Policy
statement
Joint Statement
on the WTO Financial Services Negotiations by the International Chamber
of Commerce & Financial Leaders Group
Commission
on Trade and Investment, Hong
Kong, 22 September 1997
The International Chamber of Commerce and the Financial
Leaders Group together represent a broad segment of the financial services industry
throughout the world. On the occasion of the annual meetings of the International
Monetary Fund and the World Bank, our two private sector organizations together
call on governments to bring the negotiations in the World Trade Organization
on liberalization of financial services to a successful conclusion by the 12
December 1997 deadline.
Liberalization under a truly multilateral and non-discriminatory
agreement will remove many obstacles to the provision of cross-border financial
services or the establishment of local subsidiaries. In particular, it should
do away with regulations or procedures that inhibit foreign investment. This
alone will provide, not just a shot in the arm, but lasting stimulus to the
world economy.
The ICC and the FLG are convinced that the opening
up of financial services will provide powerful impetus to growth in all economic
sectors among signatories of the WTO agreement. Liberalization will be indispensable
for the financial world of the future, considering the heavy demand for capital
in an increasingly global economy. Nowhere is liberalization of financial services
more urgent than in east Asia, with its huge infrastructure development needs.
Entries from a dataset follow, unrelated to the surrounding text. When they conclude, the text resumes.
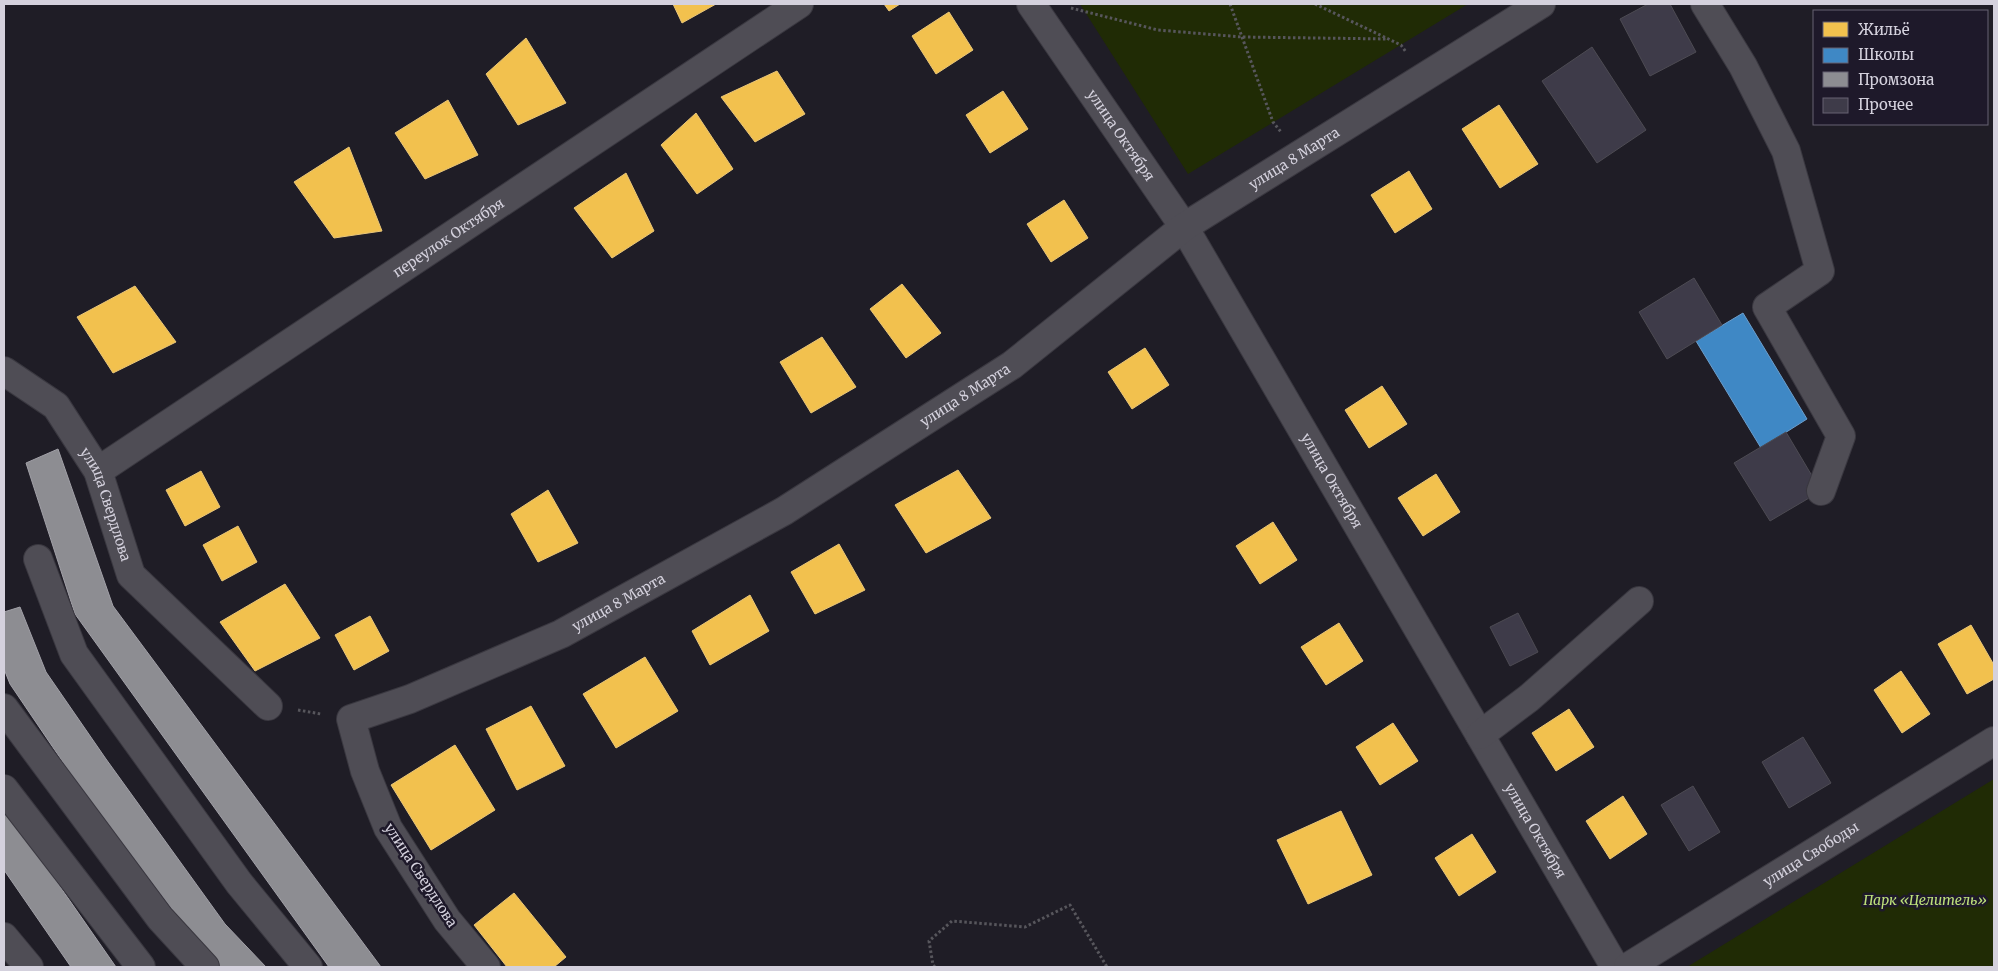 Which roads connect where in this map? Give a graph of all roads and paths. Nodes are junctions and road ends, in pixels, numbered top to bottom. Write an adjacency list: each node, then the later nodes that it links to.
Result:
1 (800, 4): 14 (street, переулок Октября)
2 (1031, 4): 12 (street, улица Октября)
3 (1230, 4): 8 (path)
4 (1315, 4): 9 (path)
5 (1541, 4): 12 (street, улица 8 Марта)
6 (1705, 4): 15 (street)
7 (1068, 7): 8 (path)
8 (1242, 37): 9 (path); 11 (path)
9 (1389, 39): 10 (path)
10 (1412, 59)
11 (1286, 138)
12 (1184, 228): 20 (street, улица 8 Марта); 21 (street, улица Октября)
13 (4, 371): 14 (street, улица Свердлова)
14 (98, 471): 18 (street, улица Свердлова)
15 (1821, 490)
16 (38, 558): 28 (street)
17 (1640, 601): 21 (street)
18 (268, 706): 20 (path)
19 (4, 708): 27 (street)
20 (351, 719): 29 (street, улица Свердлова)
21 (1480, 735): 32 (street, улица Октября)
22 (1994, 741): 33 (street, улица Свободы)
23 (4, 789): 26 (street)
24 (4, 937): 25 (street)
25 (29, 967)
26 (141, 967)
27 (205, 967)
28 (308, 967)
29 (486, 967)
30 (935, 967): 31 (path)
31 (1108, 967)
32 (1615, 967)
33 (1628, 967) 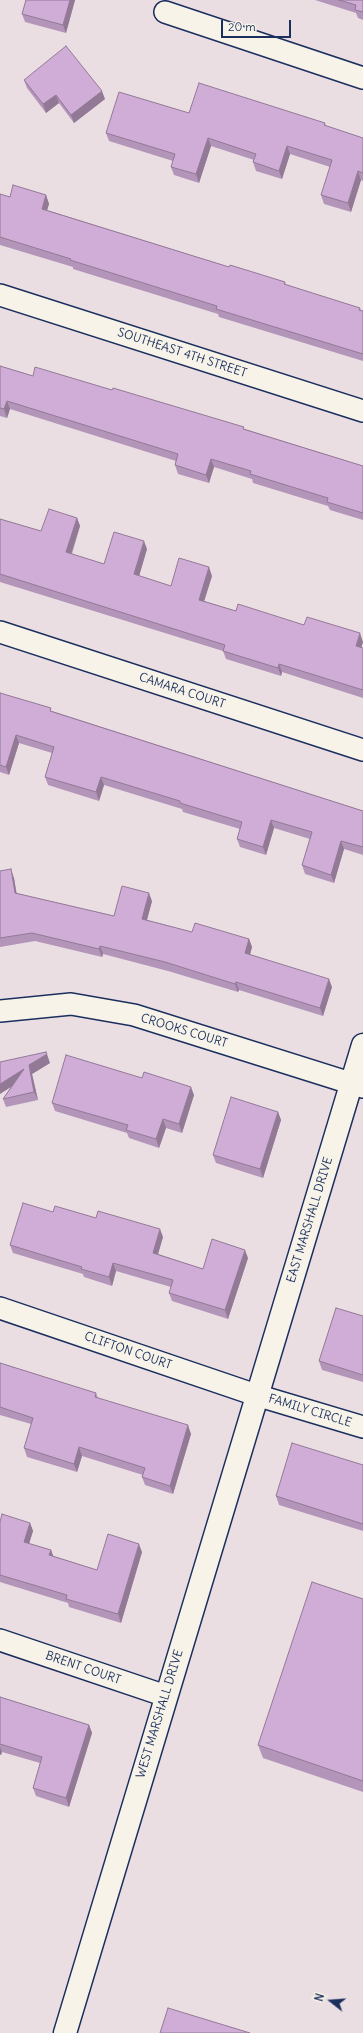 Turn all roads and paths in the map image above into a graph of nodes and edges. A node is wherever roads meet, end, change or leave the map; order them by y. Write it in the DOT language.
graph roads {
  1 [pos="165,12"];
  2 [pos="363,78"];
  3 [pos="0,295"];
  4 [pos="363,411"];
  5 [pos="0,632"];
  6 [pos="363,750"];
  7 [pos="0,1011"];
  8 [pos="363,1046"];
  9 [pos="357,1085"];
  10 [pos="0,1308"];
  11 [pos="256,1395"];
  12 [pos="363,1427"];
  13 [pos="0,1640"];
  14 [pos="166,1696"];
  15 [pos="65,2033"];
  1 -- 2 [label="street"];
  3 -- 4 [label="street, SOUTHEAST 4TH STREET"];
  5 -- 6 [label="street, CAMARA COURT"];
  7 -- 9 [label="street, CROOKS COURT"];
  8 -- 9 [label="main road, EAST MARSHALL DRIVE"];
  9 -- 11 [label="main road, EAST MARSHALL DRIVE"];
  10 -- 11 [label="street, CLIFTON COURT"];
  11 -- 12 [label="street, FAMILY CIRCLE"];
  11 -- 14 [label="main road, WEST MARSHALL DRIVE"];
  13 -- 14 [label="street, BRENT COURT"];
  14 -- 15 [label="main road, WEST MARSHALL DRIVE"];
}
Financial services - banking, securities, insurance,
asset management - are the essential lubricant for world trade and investment.
The financial services sector handles US$ 1.2 trillion per day in foreign exchange
transactions. International financing extended by banks reporting to the Bank
for International Settlements is estimated at US$ 6.4 trillion, including US$
4.6 trillion net international lending.
Experience shows that greater competition - always
the direct consequence of liberalization -increases the efficiency of a countrys
financial system and encourages its development. The benefit is not confined
to big
international banks, securities houses or insurance companies, but is
felt by every citizen throughout the domestic economy. Liberalization will stimulate
wealth creation by providing easier and more varied access to capital on competitive
terms. Internationally, the positive effects of a freer market in financial
services are improved distribution of financial resources, increased trade and
investment and healthier societies with higher living standards.
We reject suggestions that domestic providers of
financial services are justified in regarding foreign competition as a threat.
Local firms knowledge of their own markets gives them a distinct advantage.
The presence of foreign participants in the market will stimulate the domestic
industry, providing local enterprises with access to additional resources, including
foreign investment and expertise.
Emerging economies stand to benefit significantly
from the opening up of their financial services markets. Internationally, the
creation of more integrated capital markets worldwide will facilitate economic
development where it is most needed. At the national level, more innovative
domestic capital markets will help to direct funds to productive investment.
The ICC and the FLG want to make it abundantly
clear that the private sector - the providers and users of financial services
- regards a successful conclusion of the Geneva negotiations as essential to
future economic well-being for all nations, whether developed, newly industrialized,
or emerging economies.
Unless governments reach agreement, the existing
interim accord on financial services will lapse and we shall be back to square
one. Governments will face the bleak prospect of beginning all over again in
the year 2000. This would be in marked contrast to the step by step progress
of multilateral trade negotiations, which culminated in the Uruguay Round agreements.
We therefore urge those countries that have not
yet done so to table improved offers that will make a deal possible. Failure
in December would be a blow to business confidence and a severe handicap to
further economic growth fuelled by financial services.
Success in Geneva will crown
the dramatic achievements of dismantling barriers to trade and investment
over 50 years, first under the General Agreement on Tariffs and Trade,
and now under the WTO. During this period, growth in international trade
has far exceeded domestic economic growth and has thus been the driving
force for increased prosperity. But the process will not be complete,
nor will it achieve its full potential, if it is not accompanied by corresponding
liberalization of financial services.